MethodPathDescription
GET/healthService health + champion-consensus state
GET/identitySame EIP-712 binding as 9100 (api-side peer discovery)
GET/v1/apps/List App Intents (read; each item now carries a per-chain deployments map + a unified statuspartial for mixed multi-chain states, PR #598)
POST/v1/apps/Create an App Intent — X-Admin-Key or a self-serve EIP-712 owner_signature binding the recovered signer as the app deployer (PR #535). Non-admin create is rate-limited (APP_CREATE_RATE_PER_MIN, default 5/min).
POST/v1/apps/{app_id}/deployDeploy on-chain. Async by default (?wait=true for the legacy synchronous body); wallet-signature or fee-payment authorized, no shared admin key required (PRs #611/#555/#534). See the API reference.
POST/v1/solver/round/consensus/proposalReceive a champion-consensus proposal from the leader (followers)
POST/v1/solver/round/certifySubmit a certified champion (leader-only)

App-management (create/validate/deploy) and the app-lifecycle, registry, and registration endpoints now use a wallet-signature auth model that retires the shared admin key.
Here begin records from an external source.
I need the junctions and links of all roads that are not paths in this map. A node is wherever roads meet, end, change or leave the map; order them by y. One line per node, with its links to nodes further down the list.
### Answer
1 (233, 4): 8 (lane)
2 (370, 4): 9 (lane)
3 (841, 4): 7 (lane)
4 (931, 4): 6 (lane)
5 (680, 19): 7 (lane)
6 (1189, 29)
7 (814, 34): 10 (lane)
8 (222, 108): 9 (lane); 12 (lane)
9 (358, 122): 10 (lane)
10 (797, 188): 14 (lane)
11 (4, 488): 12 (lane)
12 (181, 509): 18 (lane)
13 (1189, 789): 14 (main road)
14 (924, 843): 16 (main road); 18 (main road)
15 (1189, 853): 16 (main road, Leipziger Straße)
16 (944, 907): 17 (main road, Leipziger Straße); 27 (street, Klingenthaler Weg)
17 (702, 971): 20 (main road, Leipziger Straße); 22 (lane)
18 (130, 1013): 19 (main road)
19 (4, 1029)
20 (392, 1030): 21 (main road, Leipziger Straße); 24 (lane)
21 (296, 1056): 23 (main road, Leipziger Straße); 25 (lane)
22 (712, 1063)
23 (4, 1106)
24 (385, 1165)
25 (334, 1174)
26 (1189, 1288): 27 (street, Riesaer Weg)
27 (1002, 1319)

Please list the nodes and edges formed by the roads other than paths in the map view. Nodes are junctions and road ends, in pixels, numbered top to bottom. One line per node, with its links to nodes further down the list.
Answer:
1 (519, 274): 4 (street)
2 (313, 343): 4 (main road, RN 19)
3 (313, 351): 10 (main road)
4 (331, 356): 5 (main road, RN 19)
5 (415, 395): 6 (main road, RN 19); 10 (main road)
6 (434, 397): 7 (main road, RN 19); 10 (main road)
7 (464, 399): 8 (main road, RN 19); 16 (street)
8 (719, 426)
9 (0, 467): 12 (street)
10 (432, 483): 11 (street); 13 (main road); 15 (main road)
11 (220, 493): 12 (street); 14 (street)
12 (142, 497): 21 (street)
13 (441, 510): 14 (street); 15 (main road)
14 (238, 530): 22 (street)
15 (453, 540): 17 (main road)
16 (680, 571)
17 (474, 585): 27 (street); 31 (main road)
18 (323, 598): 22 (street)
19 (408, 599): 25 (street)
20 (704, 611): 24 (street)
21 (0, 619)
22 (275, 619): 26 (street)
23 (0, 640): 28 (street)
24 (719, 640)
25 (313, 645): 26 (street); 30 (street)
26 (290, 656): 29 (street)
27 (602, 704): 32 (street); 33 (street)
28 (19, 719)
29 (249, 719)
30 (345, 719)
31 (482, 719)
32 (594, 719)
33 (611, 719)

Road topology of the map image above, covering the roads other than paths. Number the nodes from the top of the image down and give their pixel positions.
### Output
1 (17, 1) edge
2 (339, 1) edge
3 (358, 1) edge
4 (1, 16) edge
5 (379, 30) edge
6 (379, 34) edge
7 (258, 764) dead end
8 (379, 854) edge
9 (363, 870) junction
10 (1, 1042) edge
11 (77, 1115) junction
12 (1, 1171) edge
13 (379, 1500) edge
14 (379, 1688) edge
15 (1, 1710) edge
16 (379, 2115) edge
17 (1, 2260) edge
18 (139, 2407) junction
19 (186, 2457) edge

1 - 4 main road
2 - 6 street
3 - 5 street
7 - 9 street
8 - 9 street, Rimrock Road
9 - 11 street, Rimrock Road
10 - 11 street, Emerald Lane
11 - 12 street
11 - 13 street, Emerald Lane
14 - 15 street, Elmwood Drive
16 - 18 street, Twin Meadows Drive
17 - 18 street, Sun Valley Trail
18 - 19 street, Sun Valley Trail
The full endpoint set, headers, and env flags are documented in the App-management API reference.

Both ports must be reachable from the public internet so the current leader can deliver proposals; see quickstart.md for the full firewall guidance.

Git-based solver submissions are served by the API server (/v1/submissions*), not by the standalone validator endpoint set above. (The inline source-submission endpoint /v1/submissions/source was removed in PR #599.)

Entry Points

There are three ways to run a validator:

  1. Canonical validator stack (recommended) — Docker Compose with the daemon and its three Anvil forks pre-configured. Start here:

    Terminal window
    cd platform/validator
    cp .env.example .env # fill in YOUR_* placeholders
    docker compose up -d

    This is what a third-party validator runs in production. See the quickstart for the full end-to-end setup including on-chain ValidatorRegistry onboarding.

  2. Standalone validator daemon — Direct Python process, you bring your own Anvil + Subtensor connections. Useful for advanced operators who want systemd supervision instead of Docker:

    Terminal window
    python -m minotaur_subnet.validator.main --port 9100 --epoch-seconds 1200
  3. Local testnet (development only) — Full Docker Compose stack including subtensor, Anvil forks, API, validator, miner, relayer, and frontend. For local development of the protocol itself, not for connecting to mainnet:

    Terminal window
    make testnet-up

Requirements

For the canonical Docker stack (the path third-party operators take):

  • 8 vCPU / 16-32 GB RAM / 200 GB SSD (NVMe strongly preferred)
  • Public IPv4 with a static address — your axon URL is published on the metagraph and must stay reachable for peer cross-attestation
  • Linux (Ubuntu 22.04+ tested; Amazon Linux works)
  • Docker 24+ and Docker Compose v2
  • Foundry (cast) — used to generate your EVM signing key + read on-chain state
  • Bittensor CLI (btcli) — used to register your hotkey on subnet 112
  • Bittensor wallet with a registered hotkey on subnet 112
  • Archive RPC URLs (Alchemy / Infura / QuickNode) for Ethereum mainnet + Base mainnet
  • EVM private key for EIP-712 consensus signing — holds no funds

The Python code, Node.js scoring engine, and Anvil binaries all run inside the Docker image — you do not need them installed on the host.

For the standalone Python path (advanced, no Docker), you additionally need Python 3.12, Node.js 20.x, and Anvil installed natively. See the “Running without Docker” section in the quickstart.

See Quickstart for the canonical step-by-step setup.